Michael Kinsley channels Jon Chait in making the case for keeping the Alternative Minimum Tax:
The Republicans controlled Congress and the White House for six years; they could have made government as lean as they wished and no one could have stopped them. They didn't. It used to be that when they proposed irresponsible or phantasmagoric tax cuts, Republicans at least went through the motions of coming up with some theory about how they would pay for themselves. Supply-side economics--tax cuts would generate new taxable economic activity--often played this role. It made no sense, but it honored the tradition of giving voters the material they need to fool themselves. That was the tribute demagoguery paid to mathematics. Now, Republicans don't even bother.
What's especially disheartening is that one of the leading proponents of repealing the AMT without offsetting it with new revenue or spending cuts is none other than Chuck Grassley.
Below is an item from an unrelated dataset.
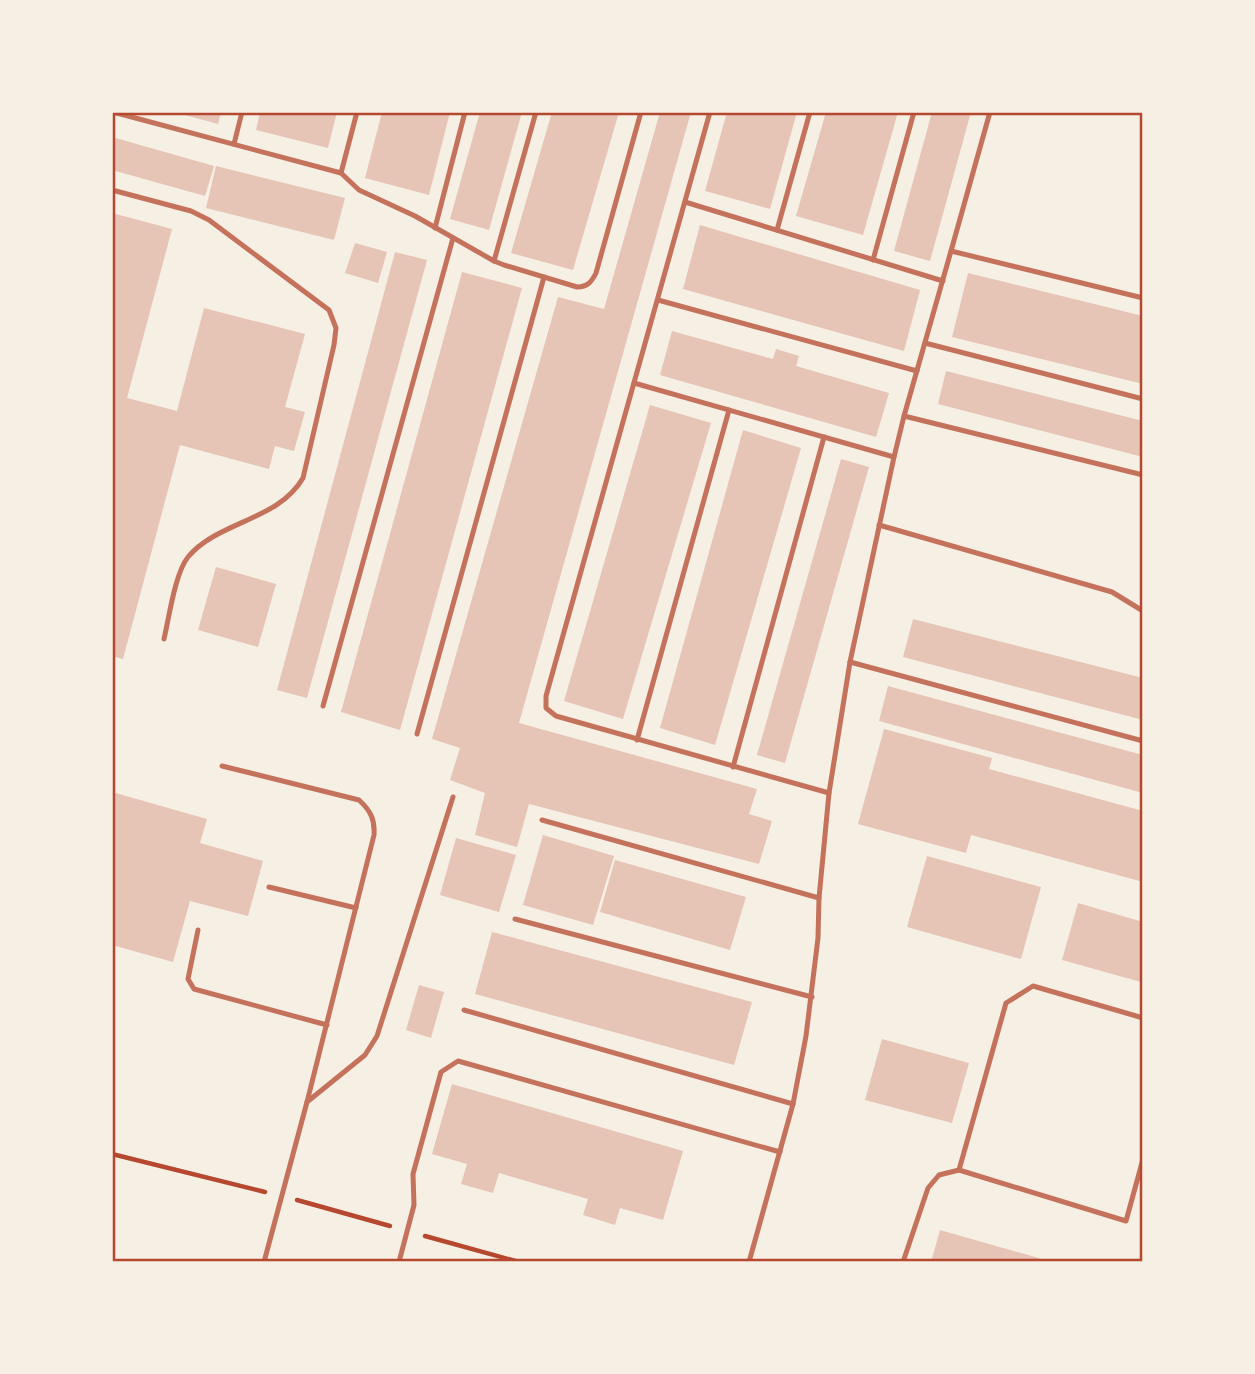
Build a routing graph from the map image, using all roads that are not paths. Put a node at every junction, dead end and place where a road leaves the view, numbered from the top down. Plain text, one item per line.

As Eve Fairbanks noted last month, whatever other problems liberals had with him, he was at least somewhat honest on matters of fiscal policy. If even Grassley has drunk the budgetary Kool-Aid, that's not a good sign.
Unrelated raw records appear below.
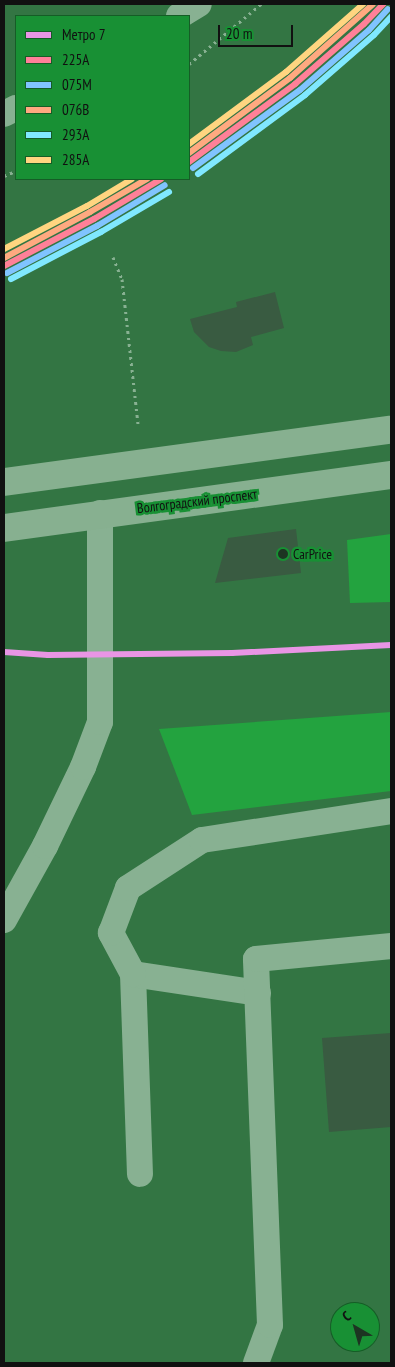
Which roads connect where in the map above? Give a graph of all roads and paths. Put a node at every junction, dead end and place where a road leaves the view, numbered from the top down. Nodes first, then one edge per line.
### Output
1 (199, 4) edge
2 (261, 4) edge
3 (180, 15) edge
4 (190, 63) edge
5 (113, 257) dead end
6 (138, 424) dead end
7 (391, 430) edge
8 (391, 475) edge
9 (4, 482) edge
10 (100, 513) junction
11 (4, 528) edge
12 (391, 810) edge
13 (4, 920) edge
14 (391, 946) edge
15 (132, 974) junction
16 (258, 993) junction
17 (140, 1174) dead end
18 (256, 1363) edge

1 - 3 street
2 - 4 path
5 - 6 path
7 - 9 main road
8 - 10 main road, Волгоградский проспект
10 - 11 main road, Волгоградский проспект
10 - 13 street
12 - 15 street
14 - 16 street
15 - 16 street
15 - 17 street
16 - 18 street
Kinsley is also right to point out that aside from raising needed revenue, the AMT makes a good deal of sense from an economic standpoint:
Actually, if you were designing the tax system from scratch, you might come up with something that looks a lot like the AMT. It resembles the "flat tax" of many reformers' dreams: a high basic exemption, so that low-income people don't pay it at all; very few deductions, credits or exclusions; and (because of that) a much lower top rate than the current system: 26%, compared with almost 40%. Of the two parallel tax systems we have--the regular income tax and the alternative minimum tax--it might make more sense to scrap the regular one and keep the AMT.